Space of all improper Riemann-integrable functions not closed under products and other operations

Question

If $R[a,b]$ denotes the space of all Riemann-integrable functions in the closed interval $[a,b]$, then this space is closed under taking linear combinations, product of functions, powers of functions and absolute value. Now if $R[a,\infty)$ denotes the space of improper Riemann-integrable functions, then it is closed under linear combinations, right? But not under powers or products. Is this correct? What would be a nice example of an $f$, such that the improper integral in $[a,\infty)$ exists but that of $f^2$ doesnt? Also, why is it not closed under taking the positive values: for $f \in R[a,\infty)$, we do not have necessarily $f^+ \in R[a,\infty)$? What is a nice example for that?

Answer 1

If there is a blowup somewhere, then $f$ may be integrable when $f^2$ is not, because squaring "makes the blowup worse". For instance $f(x)=1/\sqrt{x}$ on $(0,1]$ is improperly integrable but its square is not.
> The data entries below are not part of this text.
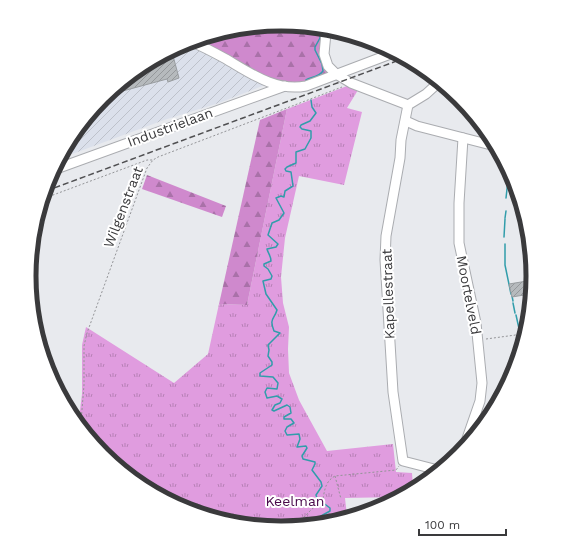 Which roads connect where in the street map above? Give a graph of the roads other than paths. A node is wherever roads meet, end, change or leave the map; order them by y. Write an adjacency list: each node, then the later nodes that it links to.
1 (326, 35): 4 (street)
2 (199, 46): 5 (street)
3 (388, 55): 4 (street)
4 (336, 74): 5 (street); 7 (street)
5 (285, 86): 11 (street, Industrielaan)
6 (435, 86): 7 (street)
7 (408, 105): 8 (street, Kapellestraat)
8 (406, 121): 9 (street); 13 (street, Kapellestraat)
9 (463, 138): 10 (street); 12 (street, Moortelveld)
10 (488, 144)
11 (62, 167)
12 (468, 436)
13 (434, 469)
If there is cancellation between positive and negative pieces, then $f$ may be integrable when $f^+$ is not, because the cancellation was preventing the integral from blowing up. For instance, define the sequence of numbers $H_n=\sum_{k=1}^n \frac{1}{k}$. A function $f$ which is $1$ on $[H_k,H_{k+1}]$ for odd $k$ and $-1$ on $[H_k,H_{k+1}]$ for even $k$ will be improperly integrable but $f^+$ will not be. (This is essentially just the fact that $\sum_{k=1}^\infty \frac{(-1)^k}{k}$ is conditionally but not absolutely convergent.)

Answer 2

For example, $\displaystyle\int_0^\infty \dfrac{\sin(x)}{\sqrt{x}}\; dx$ exists but $\displaystyle\int_0^\infty \left(\dfrac{\sin(x)}{\sqrt{x}}\right)^2\; dx$ and $\displaystyle\int_0^\infty \left(\dfrac{\sin(x)}{\sqrt{x}}\right)^+\; dx$ do not.